■ PROBLEM TO WORK ON
As the answer, give every line of the records that includes the word "Francisco".

■ EXTRACTED INFORMATION
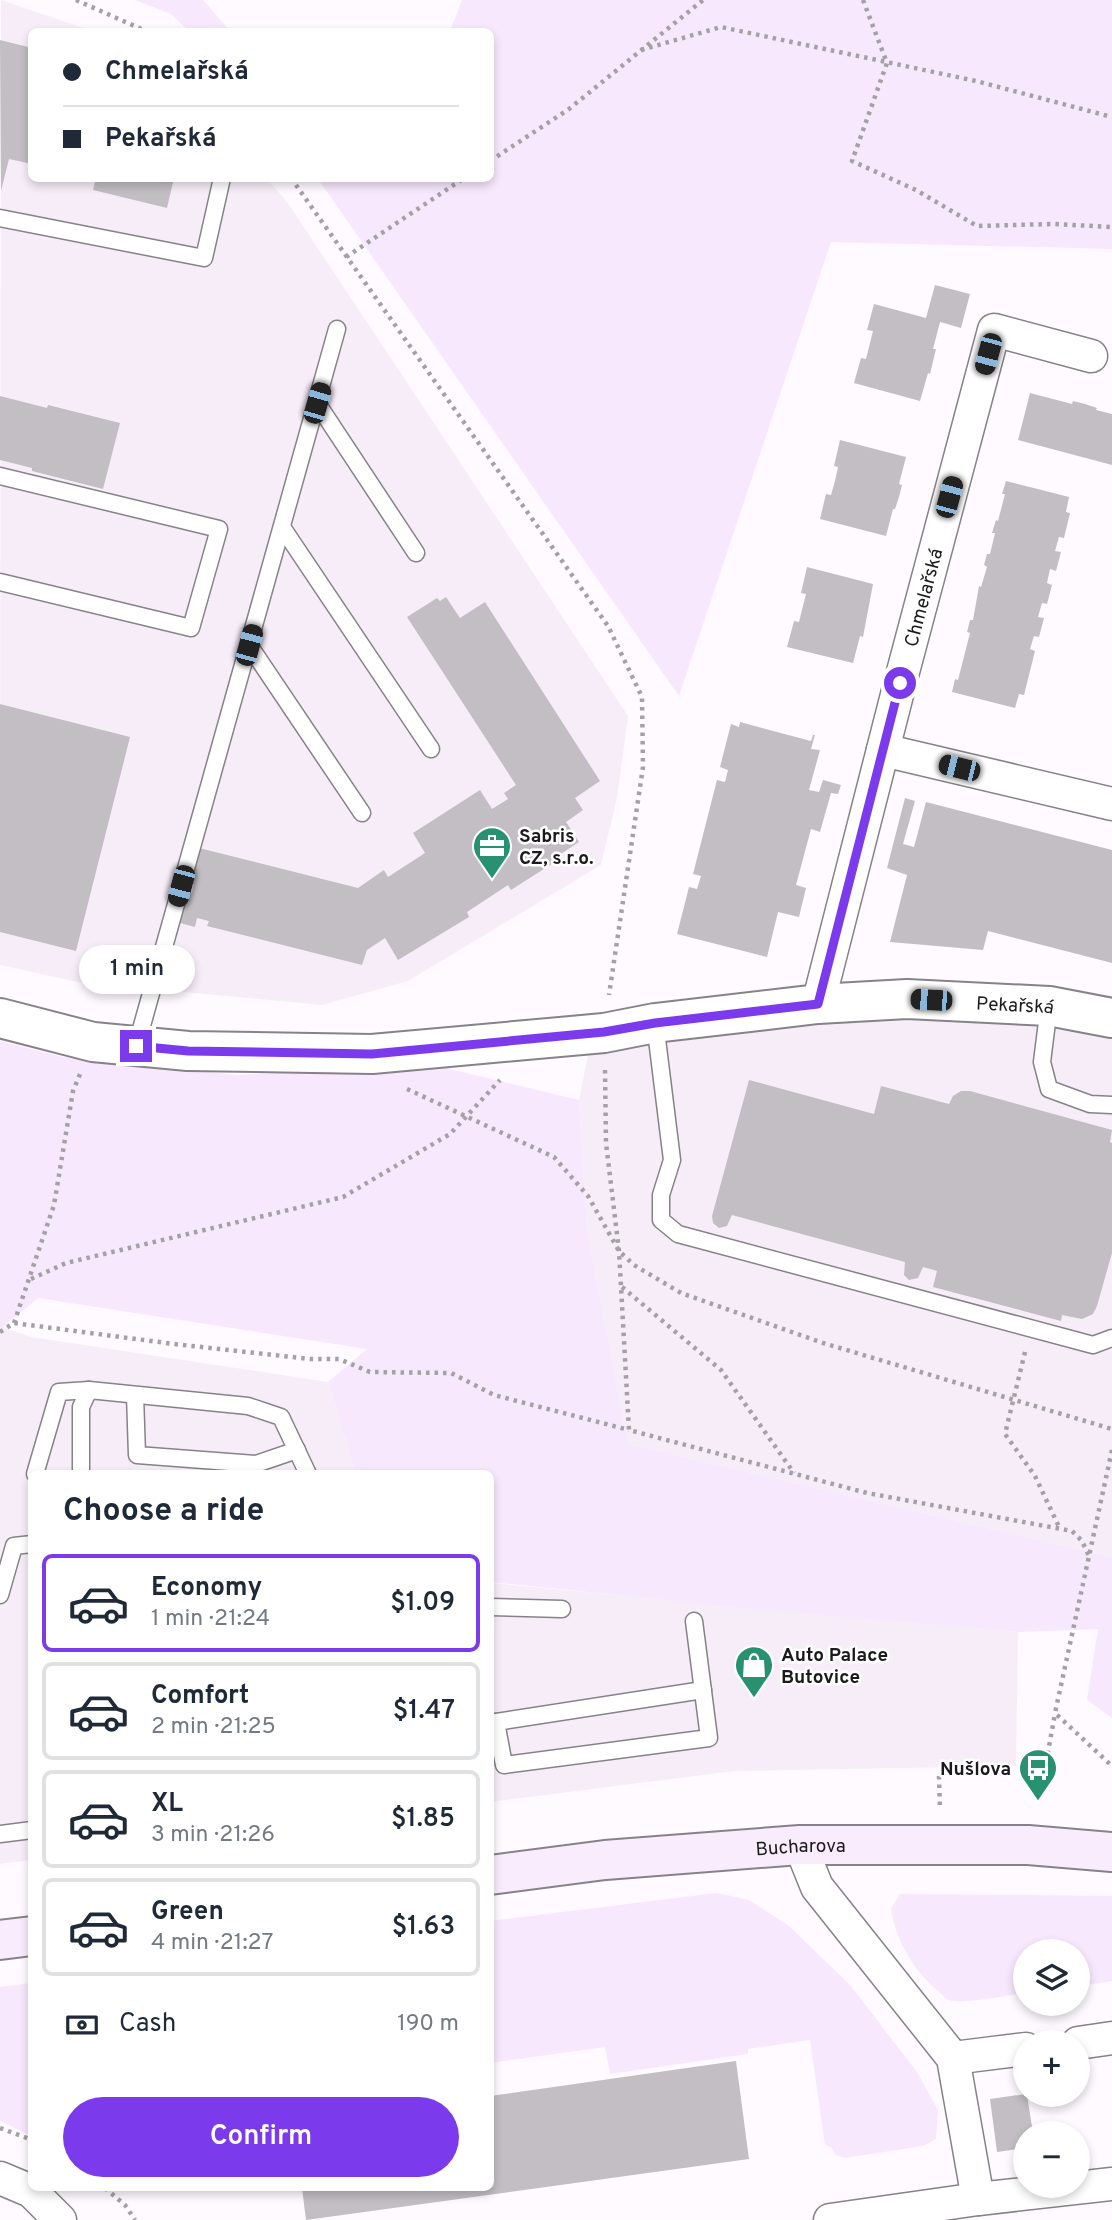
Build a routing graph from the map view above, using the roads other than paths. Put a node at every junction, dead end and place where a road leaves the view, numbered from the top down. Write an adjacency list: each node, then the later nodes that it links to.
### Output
1 (221, 182): 2 (lane)
2 (0, 218)
3 (337, 329): 5 (lane)
4 (1091, 356): 12 (street, Chmelařská)
5 (317, 403): 7 (lane); 8 (lane)
6 (0, 476): 9 (lane)
7 (282, 527): 10 (lane); 11 (lane)
8 (416, 552)
9 (0, 582)
10 (249, 645): 14 (lane); 20 (lane)
11 (431, 749)
12 (883, 750): 13 (street); 15 (street, Chmelařská)
13 (1112, 804)
14 (362, 813)
15 (818, 1004): 16 (street, Pekařská); 19 (street, Pekařská)
16 (1049, 1006): 18 (street, Pekařská); 21 (lane)
17 (0, 1017): 20 (street, Pekařská)
18 (1112, 1018)
19 (655, 1023): 20 (street, Pekařská); 22 (lane)
20 (136, 1046)
21 (1112, 1105)
22 (1112, 1338)
23 (89, 1390): 24 (lane); 26 (lane); 27 (lane)
24 (135, 1395): 25 (lane); 25 (lane)
25 (297, 1450): 28 (lane)
26 (36, 1470)
27 (81, 1470)
28 (306, 1470)
29 (28, 1544): 30 (lane)
30 (0, 1595)
31 (494, 1606): 32 (lane)
32 (562, 1609)
33 (694, 1621): 34 (lane)
34 (703, 1690): 35 (lane); 36 (lane)
35 (494, 1723)
36 (494, 1727)
37 (28, 1830): 38 (lane)
38 (0, 1834)
39 (800, 1845): 40 (main road, Bucharova); 41 (main road, Bucharova); 47 (street)
40 (1112, 1852)
41 (494, 1874)
42 (28, 1936): 43 (main road)
43 (0, 1940)
44 (1112, 2038): 45 (street)
45 (1090, 2041)
46 (1013, 2051): 47 (street)
47 (953, 2058): 52 (street)
48 (0, 2178): 50 (street)
49 (1112, 2184): 52 (street)
50 (28, 2190)
51 (31, 2191): 53 (street)
52 (978, 2199): 54 (street)
53 (60, 2220)
54 (830, 2220)

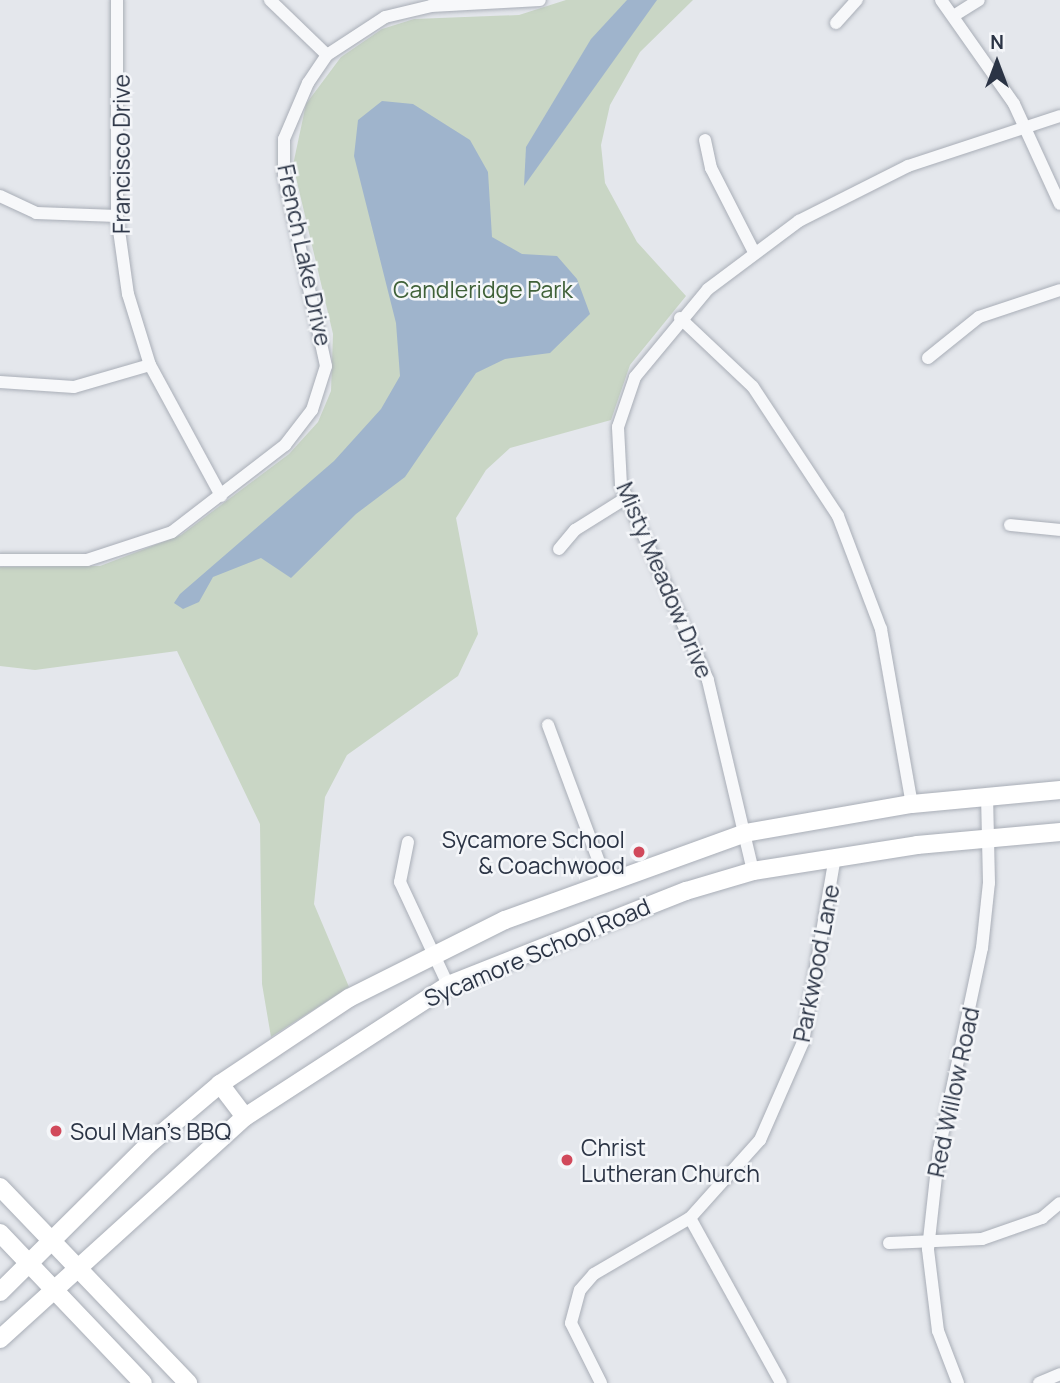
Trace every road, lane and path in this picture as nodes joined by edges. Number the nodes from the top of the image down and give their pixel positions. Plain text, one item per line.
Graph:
1 (117, 0) edge
2 (270, 0) edge
3 (540, 0) edge
4 (857, 0) edge
5 (942, 0) edge
6 (979, 0) edge
7 (445, 2) edge
8 (955, 15) junction
9 (836, 23) dead end
10 (327, 55) junction
11 (1060, 116) edge
12 (1023, 128) junction
13 (705, 140) dead end
14 (0, 196) edge
15 (1060, 204) edge
16 (117, 216) junction
17 (754, 252) junction
18 (1060, 290) edge
19 (680, 318) junction
20 (928, 358) dead end
21 (150, 365) junction
22 (0, 382) edge
23 (221, 496) junction
24 (626, 498) junction
25 (1010, 525) dead end
26 (1060, 530) edge
27 (559, 549) dead end
28 (0, 561) edge
29 (548, 725) dead end
30 (1060, 790) edge
31 (987, 797) junction
32 (912, 804) junction
33 (1060, 832) edge
34 (745, 833) junction
35 (989, 836) junction
36 (408, 842) dead end
37 (835, 857) junction
38 (753, 872) junction
39 (606, 881) junction
40 (432, 955) junction
41 (448, 985) junction
42 (220, 1084) junction
43 (245, 1118) junction
44 (0, 1187) edge
45 (1060, 1203) edge
46 (690, 1218) junction
47 (0, 1233) edge
48 (929, 1241) junction
49 (53, 1242) junction
50 (889, 1243) dead end
51 (30, 1262) junction
52 (77, 1265) junction
53 (53, 1286) junction
54 (0, 1292) edge
55 (0, 1339) edge
56 (1060, 1374) edge
57 (143, 1383) edge
58 (188, 1383) edge
59 (601, 1383) edge
60 (781, 1383) edge
61 (958, 1383) edge
62 (1039, 1383) edge

1 - 16 street, Francisco Drive
2 - 10 street
3 - 7 street, French Lake Drive
4 - 9 street
5 - 8 street
6 - 8 street
7 - 10 street, French Lake Drive
8 - 12 street
10 - 23 street, French Lake Drive
11 - 12 street, Misty Meadow Drive
12 - 15 street
12 - 17 street, Misty Meadow Drive
13 - 17 street
14 - 16 street
16 - 21 street, Francisco Drive
17 - 19 street, Misty Meadow Drive
18 - 20 street
19 - 24 street, Misty Meadow Drive
19 - 32 street
21 - 22 street
21 - 23 street, Francisco Drive
23 - 28 street, French Lake Drive
24 - 27 street
24 - 34 street, Misty Meadow Drive
25 - 26 street
29 - 39 street
30 - 31 main road, Sycamore School Road
31 - 32 main road, Sycamore School Road
31 - 35 street, Red Willow Road
32 - 34 main road, Sycamore School Road
33 - 35 main road, Sycamore School Road
34 - 38 street, Misty Meadow Drive
34 - 39 main road, Sycamore School Road
35 - 37 main road, Sycamore School Road
35 - 48 street, Red Willow Road
36 - 40 street
37 - 38 main road, Sycamore School Road
37 - 46 street, Parkwood Lane
38 - 41 main road, Sycamore School Road
39 - 40 main road, Sycamore School Road
40 - 41 street
40 - 42 main road, Sycamore School Road
41 - 43 main road, Sycamore School Road
42 - 43 main road
42 - 49 main road, Sycamore School Road
43 - 52 main road, Sycamore School Road
44 - 49 main road
45 - 48 street
46 - 59 street, Parkwood Lane
46 - 60 street
47 - 51 main road
48 - 50 street
48 - 61 street, Red Willow Road
49 - 51 main road, Sycamore School Road
49 - 52 main road
51 - 53 main road
51 - 54 main road, Sycamore School Road
52 - 53 main road, Sycamore School Road
52 - 58 main road
53 - 55 main road, Sycamore School Road
53 - 57 main road
56 - 62 street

■ EXERCISE RESULT
1 - 16 street, Francisco Drive
16 - 21 street, Francisco Drive
21 - 23 street, Francisco Drive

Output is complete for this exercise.